1617 oldest_jif = jiffies;
1618 work->older_than_this = &oldest_jif;
1620 blk_start_plug(&plug);
1621 spin_lock(&wb->list_lock);
1622 for (;;) {
1623 /*
1624 * Stop writeback when nr_pages has been consumed
1625 */

The disassemble:
0xffffffc000374a58 <+232>: bl 0xffffffc0001300b0 <migrate_disable>
0xffffffc000374a5c <+236>: mov x0, x22
0xffffffc000374a60 <+240>: bl 0xffffffc000d5d518 <rt_spin_lock>

CPU: 7 PID: 625 Comm: kworker/u16:3 Not tainted 4.4.1-rt5 #20
Hardware name: Freescale Layerscape 2085a RDB Board (DT)
Workqueue: writeback wb_workfn (flush-7:0)
Call trace:
[<ffffffc00008d708>] dump_backtrace+0x0/0x200
[<ffffffc00008d92c>] show_stack+0x24/0x30
[<ffffffc0007b0f40>] dump_stack+0x88/0xa8
[<ffffffc000127d74>] ___might_sleep+0x2ec/0x300
[<ffffffc000d5d550>] rt_spin_lock+0x38/0xb8
[<ffffffc0003e0548>] kernfs_path_len+0x30/0x90
[<ffffffc00036b360>] trace_event_raw_event_writeback_work_class+0xe8/0x2e8

How accurate is this trace back?

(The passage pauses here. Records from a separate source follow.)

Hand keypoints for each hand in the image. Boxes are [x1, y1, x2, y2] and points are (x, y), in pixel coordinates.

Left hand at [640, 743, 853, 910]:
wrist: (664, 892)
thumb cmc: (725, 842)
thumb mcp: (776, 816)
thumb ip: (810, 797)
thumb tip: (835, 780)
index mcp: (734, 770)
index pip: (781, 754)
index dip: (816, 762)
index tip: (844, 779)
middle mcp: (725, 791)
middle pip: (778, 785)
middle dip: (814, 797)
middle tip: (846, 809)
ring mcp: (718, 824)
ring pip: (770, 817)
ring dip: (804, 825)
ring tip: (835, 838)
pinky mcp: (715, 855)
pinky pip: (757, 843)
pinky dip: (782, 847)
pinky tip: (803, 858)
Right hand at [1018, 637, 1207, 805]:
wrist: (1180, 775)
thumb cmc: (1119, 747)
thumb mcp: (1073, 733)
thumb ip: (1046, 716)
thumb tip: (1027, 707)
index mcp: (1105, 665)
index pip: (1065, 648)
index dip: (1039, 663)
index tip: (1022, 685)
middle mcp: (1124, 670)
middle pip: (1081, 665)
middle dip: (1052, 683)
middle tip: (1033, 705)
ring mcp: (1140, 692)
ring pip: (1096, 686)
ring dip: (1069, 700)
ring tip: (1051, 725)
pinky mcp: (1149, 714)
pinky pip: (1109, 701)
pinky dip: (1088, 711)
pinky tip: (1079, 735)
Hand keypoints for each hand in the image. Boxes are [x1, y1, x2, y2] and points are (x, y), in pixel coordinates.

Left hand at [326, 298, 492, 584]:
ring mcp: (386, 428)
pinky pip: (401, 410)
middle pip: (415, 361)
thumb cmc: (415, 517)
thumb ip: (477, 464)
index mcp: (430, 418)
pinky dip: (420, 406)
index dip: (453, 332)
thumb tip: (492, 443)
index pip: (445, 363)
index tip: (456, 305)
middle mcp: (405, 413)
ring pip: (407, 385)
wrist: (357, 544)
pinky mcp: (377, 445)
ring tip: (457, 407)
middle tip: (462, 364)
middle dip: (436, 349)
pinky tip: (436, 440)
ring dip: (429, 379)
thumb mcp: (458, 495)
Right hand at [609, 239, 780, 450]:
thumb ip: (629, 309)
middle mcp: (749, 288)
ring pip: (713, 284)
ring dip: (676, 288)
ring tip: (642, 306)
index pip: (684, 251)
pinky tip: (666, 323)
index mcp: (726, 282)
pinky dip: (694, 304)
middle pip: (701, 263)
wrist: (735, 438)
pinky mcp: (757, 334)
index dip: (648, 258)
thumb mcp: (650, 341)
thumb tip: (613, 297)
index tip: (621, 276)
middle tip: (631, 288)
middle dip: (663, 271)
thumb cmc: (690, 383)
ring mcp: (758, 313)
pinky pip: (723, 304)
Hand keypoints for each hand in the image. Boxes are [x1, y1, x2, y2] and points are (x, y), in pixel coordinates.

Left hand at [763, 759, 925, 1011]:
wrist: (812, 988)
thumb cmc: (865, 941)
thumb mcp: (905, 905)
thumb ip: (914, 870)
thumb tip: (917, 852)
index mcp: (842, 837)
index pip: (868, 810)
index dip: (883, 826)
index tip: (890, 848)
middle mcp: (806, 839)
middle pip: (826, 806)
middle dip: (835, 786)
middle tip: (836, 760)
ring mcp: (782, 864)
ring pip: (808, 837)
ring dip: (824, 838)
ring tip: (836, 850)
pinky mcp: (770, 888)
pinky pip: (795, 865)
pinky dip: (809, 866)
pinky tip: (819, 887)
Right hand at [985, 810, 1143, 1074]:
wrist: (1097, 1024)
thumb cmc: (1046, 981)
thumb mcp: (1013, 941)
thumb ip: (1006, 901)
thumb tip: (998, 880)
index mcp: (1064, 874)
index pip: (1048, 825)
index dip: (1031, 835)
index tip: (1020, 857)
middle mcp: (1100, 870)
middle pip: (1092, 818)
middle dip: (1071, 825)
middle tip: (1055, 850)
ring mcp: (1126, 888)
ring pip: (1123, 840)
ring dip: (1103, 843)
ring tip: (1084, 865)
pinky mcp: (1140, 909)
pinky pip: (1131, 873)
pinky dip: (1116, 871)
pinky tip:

Here's the code that is executed in
this tracepoint:

struct device *dev = bdi->dev;
if (!dev)
dev =;
strncpy(__entry->name, dev_name(dev), 32);
__entry->nr_pages = work->nr_pages;
__entry->sb_dev = work->sb ? work->sb->s_dev : 0;
__entry->sync_mode = work->sync_mode;
__entry->for_kupdate = work->for_kupdate;
__entry->range_cyclic = work->range_cyclic;
__entry->for_background = work->for_background;
__entry->reason = work->reason;

See anything that would sleep?

According to the stack backtrace, kernfs_path_len calls slepping lock,
which is called by __trace_wb_cgroup_size(wb) in __dynamic_array(char,
cgroup, __trace_wb_cgroup_size(wb)).

The below is the definition:

TP_PROTO(struct bdi_writeback *wb, struct wb_writeback_work *work),
TP_ARGS(wb, work),
__array(char, name, 32)
__field(long, nr_pages)
__field(dev_t, sb_dev)
__field(int, sync_mode)
__field(int, for_kupdate)
__field(int, range_cyclic)
__field(int, for_background)
__field(int, reason)
__dynamic_array(char, cgroup, __trace_wb_cgroup_size(wb))

Ah, thanks for pointing that out. I missed that.

It sounds not correct if tracepoint doesn't allow sleep.

I considered to change sleeping lock to raw lock in kernfs_* functions, but it sounds not reasonable since they are used heavily by cgroup.